● **WORK ITEM**
A faithful copy of every record is needed here. Images must not appear in it.

** Opening INFORMATION GIVEN block **

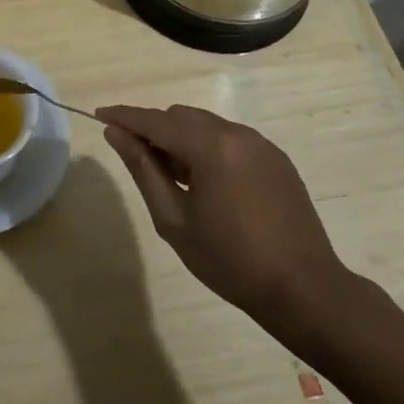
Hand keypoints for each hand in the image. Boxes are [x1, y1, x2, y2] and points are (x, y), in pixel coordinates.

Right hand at [97, 103, 355, 340]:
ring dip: (182, 138)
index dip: (125, 116)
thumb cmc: (230, 260)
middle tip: (137, 159)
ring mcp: (261, 144)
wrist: (304, 289)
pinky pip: (230, 139)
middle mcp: (237, 133)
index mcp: (211, 146)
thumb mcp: (174, 219)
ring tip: (173, 177)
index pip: (156, 120)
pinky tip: (207, 183)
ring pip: (206, 125)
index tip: (100, 114)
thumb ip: (143, 169)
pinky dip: (208, 148)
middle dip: (155, 129)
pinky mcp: (276, 158)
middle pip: (181, 117)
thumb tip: (115, 134)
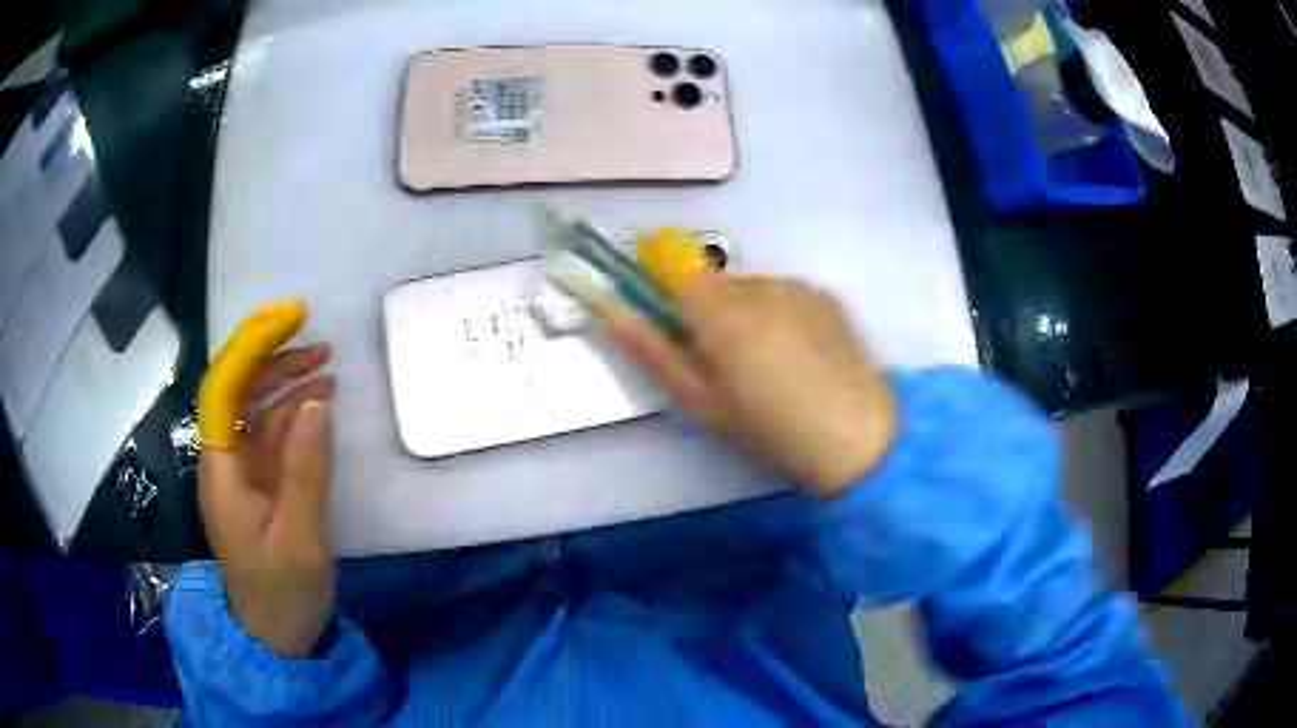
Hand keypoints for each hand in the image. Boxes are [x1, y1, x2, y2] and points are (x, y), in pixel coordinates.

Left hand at [198, 343, 335, 656]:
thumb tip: (316, 402)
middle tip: (318, 344)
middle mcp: (225, 463)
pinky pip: (272, 439)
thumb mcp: (300, 538)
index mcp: (221, 471)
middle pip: (238, 394)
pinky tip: (319, 406)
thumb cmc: (282, 593)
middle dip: (272, 362)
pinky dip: (294, 417)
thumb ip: (306, 471)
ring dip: (286, 385)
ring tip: (326, 365)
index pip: (224, 391)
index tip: (289, 322)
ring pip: (257, 413)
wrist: (277, 637)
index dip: (251, 349)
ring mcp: (243, 475)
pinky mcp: (260, 487)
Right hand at [605, 274, 897, 497]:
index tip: (665, 313)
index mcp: (720, 313)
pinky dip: (779, 315)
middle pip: (713, 282)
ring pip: (750, 290)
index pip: (674, 267)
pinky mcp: (825, 295)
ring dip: (745, 314)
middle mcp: (757, 286)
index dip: (662, 281)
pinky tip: (798, 356)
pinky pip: (784, 294)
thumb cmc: (769, 431)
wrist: (857, 437)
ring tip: (768, 365)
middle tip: (723, 364)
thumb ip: (654, 354)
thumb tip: (612, 315)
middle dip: (707, 311)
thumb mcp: (702, 404)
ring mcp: (796, 286)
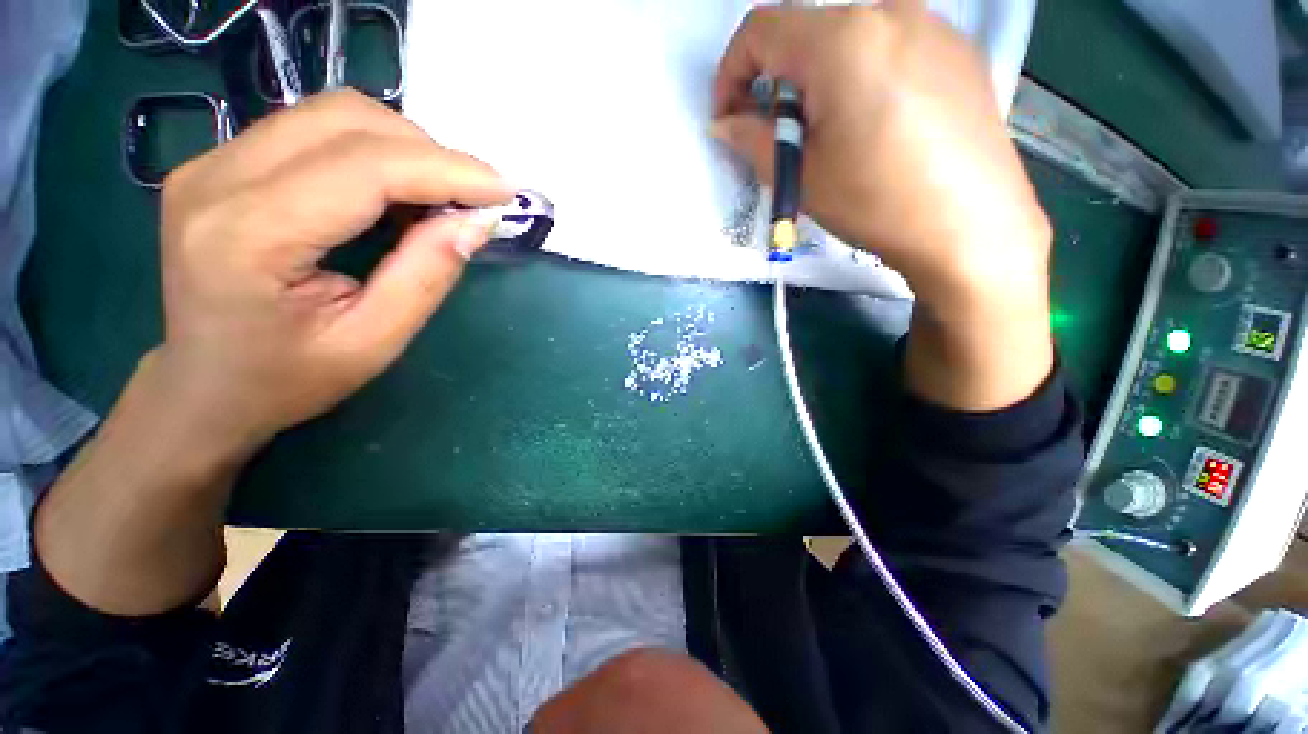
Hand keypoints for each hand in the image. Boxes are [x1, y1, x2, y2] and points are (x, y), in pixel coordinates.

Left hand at [156, 90, 510, 449]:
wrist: (204, 386)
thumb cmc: (287, 379)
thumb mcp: (374, 341)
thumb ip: (426, 275)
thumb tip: (477, 222)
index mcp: (249, 233)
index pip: (365, 166)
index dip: (446, 170)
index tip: (504, 190)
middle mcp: (217, 177)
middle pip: (348, 121)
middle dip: (429, 153)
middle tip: (472, 201)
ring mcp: (212, 162)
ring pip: (333, 115)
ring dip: (403, 149)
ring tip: (436, 200)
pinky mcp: (221, 163)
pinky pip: (314, 130)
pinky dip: (373, 152)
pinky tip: (394, 195)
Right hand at [711, 1, 1050, 316]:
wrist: (971, 226)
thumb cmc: (875, 201)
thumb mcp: (801, 176)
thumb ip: (752, 141)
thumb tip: (725, 124)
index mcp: (841, 39)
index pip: (761, 29)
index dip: (731, 72)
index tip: (730, 116)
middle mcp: (888, 11)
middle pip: (807, 33)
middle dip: (779, 83)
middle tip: (783, 136)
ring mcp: (932, 25)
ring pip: (849, 40)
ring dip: (820, 81)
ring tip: (831, 135)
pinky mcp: (957, 50)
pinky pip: (889, 49)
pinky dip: (861, 78)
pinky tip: (876, 126)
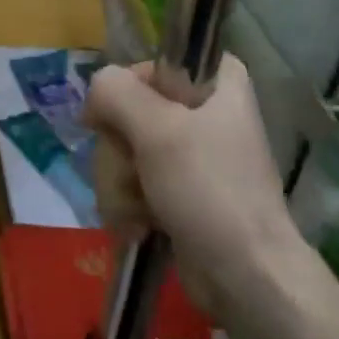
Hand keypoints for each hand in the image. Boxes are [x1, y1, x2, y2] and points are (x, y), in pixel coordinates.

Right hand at [84, 55, 300, 323]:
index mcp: (215, 83)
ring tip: (141, 210)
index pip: (150, 64)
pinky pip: (129, 182)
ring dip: (119, 184)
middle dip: (119, 151)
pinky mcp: (174, 190)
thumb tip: (95, 91)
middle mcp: (201, 111)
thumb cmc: (209, 190)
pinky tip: (140, 225)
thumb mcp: (158, 130)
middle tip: (136, 172)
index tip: (116, 118)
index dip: (127, 89)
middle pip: (126, 111)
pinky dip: (127, 205)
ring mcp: (185, 154)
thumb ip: (115, 93)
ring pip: (120, 150)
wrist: (243, 274)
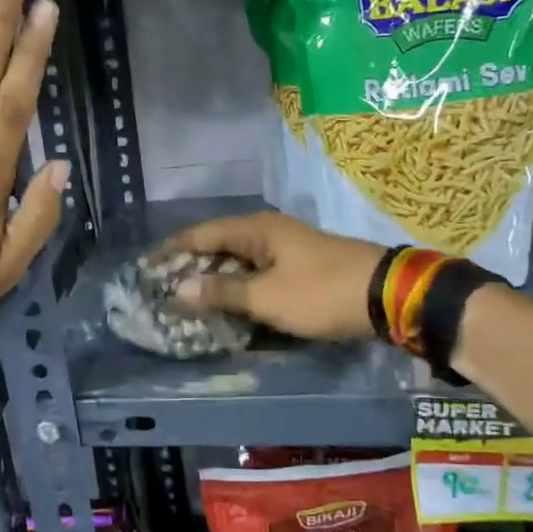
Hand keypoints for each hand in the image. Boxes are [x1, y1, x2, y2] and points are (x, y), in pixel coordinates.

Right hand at [168, 212, 386, 340]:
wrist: (387, 295)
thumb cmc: (321, 292)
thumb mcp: (266, 297)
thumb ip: (222, 292)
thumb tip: (179, 287)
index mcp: (255, 229)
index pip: (200, 234)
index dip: (171, 250)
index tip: (145, 267)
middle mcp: (268, 231)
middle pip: (217, 244)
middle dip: (190, 265)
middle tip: (163, 287)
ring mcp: (286, 247)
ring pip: (238, 260)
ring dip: (214, 277)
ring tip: (188, 298)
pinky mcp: (300, 266)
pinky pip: (257, 272)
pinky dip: (238, 285)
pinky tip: (229, 302)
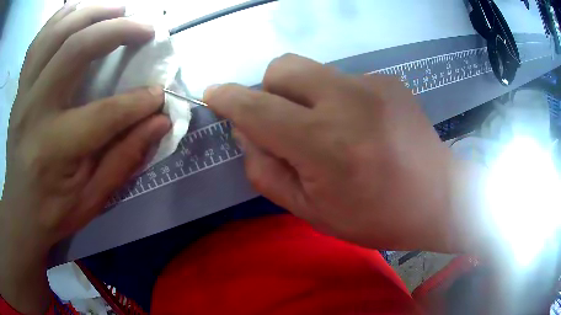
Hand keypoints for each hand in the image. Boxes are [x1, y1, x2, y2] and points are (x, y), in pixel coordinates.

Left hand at [0, 5, 169, 313]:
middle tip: (144, 28)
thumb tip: (160, 122)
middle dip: (117, 31)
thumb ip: (124, 159)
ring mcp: (24, 93)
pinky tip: (79, 11)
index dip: (138, 102)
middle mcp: (35, 111)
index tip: (160, 93)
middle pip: (74, 50)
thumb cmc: (54, 212)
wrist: (19, 212)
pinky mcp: (21, 87)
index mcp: (54, 149)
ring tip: (118, 9)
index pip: (104, 114)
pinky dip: (61, 17)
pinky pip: (39, 40)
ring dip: (91, 12)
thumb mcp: (92, 200)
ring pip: (56, 33)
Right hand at [204, 54, 477, 252]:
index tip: (213, 94)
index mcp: (324, 143)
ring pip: (312, 70)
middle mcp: (347, 100)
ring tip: (329, 129)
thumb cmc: (376, 217)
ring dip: (303, 95)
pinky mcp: (388, 81)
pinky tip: (359, 126)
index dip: (229, 99)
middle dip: (269, 90)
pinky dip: (335, 98)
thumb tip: (247, 135)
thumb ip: (267, 172)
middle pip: (283, 67)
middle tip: (283, 122)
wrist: (438, 199)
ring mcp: (372, 84)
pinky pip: (342, 79)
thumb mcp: (311, 212)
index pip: (257, 107)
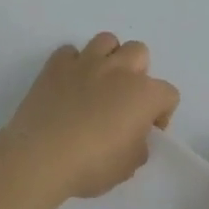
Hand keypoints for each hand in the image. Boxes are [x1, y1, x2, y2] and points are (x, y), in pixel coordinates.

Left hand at [0, 34, 179, 200]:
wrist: (40, 157)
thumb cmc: (91, 165)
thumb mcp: (128, 167)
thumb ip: (139, 146)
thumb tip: (133, 136)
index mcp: (144, 94)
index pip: (168, 94)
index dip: (161, 113)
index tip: (148, 131)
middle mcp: (119, 69)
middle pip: (139, 52)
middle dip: (138, 73)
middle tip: (124, 100)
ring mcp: (86, 62)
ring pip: (107, 41)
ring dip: (108, 58)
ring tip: (99, 82)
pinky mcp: (56, 65)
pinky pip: (69, 52)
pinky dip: (72, 64)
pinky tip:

** Closing INFORMATION GIVEN block **

● **FINAL ANSWER**
Hand keypoints for each hand in the image. Boxes are [x1, y1, x2, y2] and points are (x, y), in pixel coordinates.

Right hand at [97, 103, 355, 340]:
ring dip: (182, 138)
index dip: (125, 116)
thumb cmc: (230, 260)
middle tip: (137, 159)
ring mcp: (261, 144)
wrist: (304, 289)
pinky pip: (230, 139)
middle mcp: (237, 133)
index mcp: (211, 146)
thumb mcp: (174, 219)
ring tip: (173, 177)
index pip: (156, 120)
pinky tip: (207, 183)
ring pip: (206, 125)
index tip: (100, 114)
thumb ip: (143, 169)
pinky dip: (208, 148)
middle dip: (155, 129)
pinky mcp: (276, 158)
middle pip: (181, 117)
thumb tip: (115, 134)
Hand keypoints for each hand in the image. Boxes are [x1, y1, x2, y2] and points are (x, y), in pixel coordinates.

Left hand at [198, 343, 335, 656]:
thumb tip: (316, 402)
middle tip: (318, 344)
middle mcp: (225, 463)
pinky pip: (272, 439)
thumb mcp: (300, 538)
index mcp: (221, 471)
middle pip: (238, 394)
pinky tip: (319, 406)
thumb cmc: (282, 593)
middle dip: (272, 362)
pinky dip: (294, 417)
thumb ip: (306, 471)
ring dip: (286, 385)
ring tip: (326, 365)
index pip: (224, 391)
index tip: (289, 322)
ring pip: (257, 413)
wrist: (277, 637)
index dip: (251, 349)
ring mcp: (243, 475)
pinky mcp: (260, 487)
Right hand at [605, 274, 897, 497]:
index tip: (665, 313)
index mcp: (720, 313)
pinky dip: (779, 315)
middle pip: (713, 282)
ring pip: (750, 290)
index pip: (674, 267)
pinky mcp: (825, 295)
ring dip: (745, 314)
middle mcp: (757, 286)
index dip: (662, 281)
pinky tip: (798, 356)
pinky pip: (784, 294)
thumb cmc: (769, 431)
wrist: (857, 437)
ring tip: (768, 365)
middle tip: (723, 364)
thumb ip: (654, 354)
thumb tip: (612, 315)
middle dip: (707, 311)
thumb mcp: (702, 404)
ring mcp: (796, 286)
Hand keypoints for each hand in the image. Boxes are [x1, y1, x2, y2] and points are (x, y), in pixel coordinates.

Left hand at [156, 90, 510, 449]:
wrist: (204, 386)
thumb cmc: (287, 379)
thumb mcp: (374, 341)
thumb ip: (426, 275)
thumb tip: (477, 222)
index mcp: (249, 233)
index pip: (365, 166)
index dip: (446, 170)
index tip: (504, 190)
middle mcp: (217, 177)
middle pip: (348, 121)
middle dip: (429, 153)
middle tip: (472, 201)
ring mcp: (212, 162)
ring pip: (333, 115)
ring dip: (403, 149)
ring tip: (436, 200)
pinky mcp: (221, 163)
pinky pip: (314, 130)
pinky dip: (373, 152)
pinky tip: (394, 195)
Right hand at [711, 1, 1050, 316]:
wrist: (971, 226)
thumb cmc: (875, 201)
thumb mcp: (801, 176)
thumb ip: (752, 141)
thumb tip: (725, 124)
index mcp: (841, 39)
index pip: (761, 29)
index dip: (731, 72)
index tip: (730, 116)
middle mcp: (888, 11)
middle pip: (807, 33)
middle dip: (779, 83)
middle tip: (783, 136)
ring mcp: (932, 25)
ring pip: (849, 40)
ring dip: (820, 81)
ring tip: (831, 135)
pinky mcp: (957, 50)
pinky pip: (889, 49)
pinky dip: (861, 78)
pinky tip: (876, 126)
Hand keypoints for each hand in the image. Boxes are [x1, y1, x2, y2] and points are (x, y), in pixel coordinates.

Right hand at [84, 55, 300, 323]:
index mcp: (215, 83)
ring tip: (141, 210)
index pip: (150, 64)
pinky pip: (129, 182)
ring dip: (119, 184)
middle dip: (119, 151)
pinky mcp: (174, 190)
thumb tip: (95, 91)
middle mcp: (201, 111)
thumb cmc: (209, 190)
pinky tip: (140, 225)
thumb mcp: (158, 130)
middle tip: (136, 172)
index tip: (116, 118)
index dip: (127, 89)
middle pip: (126, 111)
pinky dip: (127, 205)
ring mcp: (185, 154)
thumb ip: (115, 93)
ring pip: (120, 150)
wrist: (243, 274)
Hand keypoints for each hand in the image. Boxes are [x1, y1, x2, y2] and points are (x, y), in pixel coordinates.

Right hand at [168, 212, 386, 340]:
wrist: (387, 295)
thumb cmc: (321, 292)
thumb mcp: (266, 297)
thumb ip: (222, 292)
thumb tip: (179, 287)
index mcp: (255, 229)
index pip: (200, 234)
index dip: (171, 250)
index tip: (145, 267)
middle mcp: (268, 231)
middle pip: (217, 244)
middle dip: (190, 265)
middle tip: (163, 287)
ring mcp: (286, 247)
ring pip: (238, 260)
ring dip: (214, 277)
ring tip: (188, 298)
pinky mcp: (300, 266)
pinky pip: (257, 272)
pinky dip: (238, 285)
pinky tip: (229, 302)
Hand keypoints for each hand in the image. Boxes are [x1, y1, x2, y2] and points are (x, y), in pixel coordinates.

Left hand at [0, 5, 169, 313]:
middle tip: (144, 28)
thumb tip: (160, 122)
middle dip: (117, 31)
thumb ip: (124, 159)
ring mcp: (24, 93)
pinky tip: (79, 11)
index dip: (138, 102)
middle mcp: (35, 111)
index tip: (160, 93)
middle pip: (74, 50)
thumb cmc: (54, 212)
wrist: (19, 212)
pinky mcp: (21, 87)
index mcp: (54, 149)
ring tip: (118, 9)
index pip: (104, 114)
pinky dip: (61, 17)
pinky pip: (39, 40)
ring dip: (91, 12)
thumb mcp: (92, 200)
ring pip: (56, 33)
Right hand at [204, 54, 477, 252]:
index tip: (213, 94)
index mcp: (324, 143)
ring pip: (312, 70)
middle mcp: (347, 100)
ring tip: (329, 129)
thumb cmc: (376, 217)
ring dip: (303, 95)
pinky mcp: (388, 81)
pinky tip: (359, 126)
index dip: (229, 99)
middle dip: (269, 90)
pinky dip: (335, 98)
thumb tip: (247, 135)
thumb ip: (267, 172)
middle pip: (283, 67)
middle tip: (283, 122)
wrist: (438, 199)
ring mcp: (372, 84)
pinky pip: (342, 79)
thumb mcp: (311, 212)
index pip: (257, 107)
Hand keypoints for each hand in the image. Boxes are [x1, y1, x2, y2] and points are (x, y), in pixel coordinates.

Left hand at [0, 34, 179, 200]:
wrist: (40, 157)
thumb cmc: (91, 165)
thumb mcp: (128, 167)
thumb ip: (139, 146)
thumb tip: (133, 136)
index mcp: (144, 94)
index pip: (168, 94)
index dip: (161, 113)
index tip: (148, 131)
middle mcp: (119, 69)
middle pip: (139, 52)
middle dip: (138, 73)
middle tip: (124, 100)
ring mcp: (86, 62)
ring pip: (107, 41)
ring dip: (108, 58)
ring tip: (99, 82)
pinky mcp: (56, 65)
pinky pip: (69, 52)
pinky dip: (72, 64)
pinky tip:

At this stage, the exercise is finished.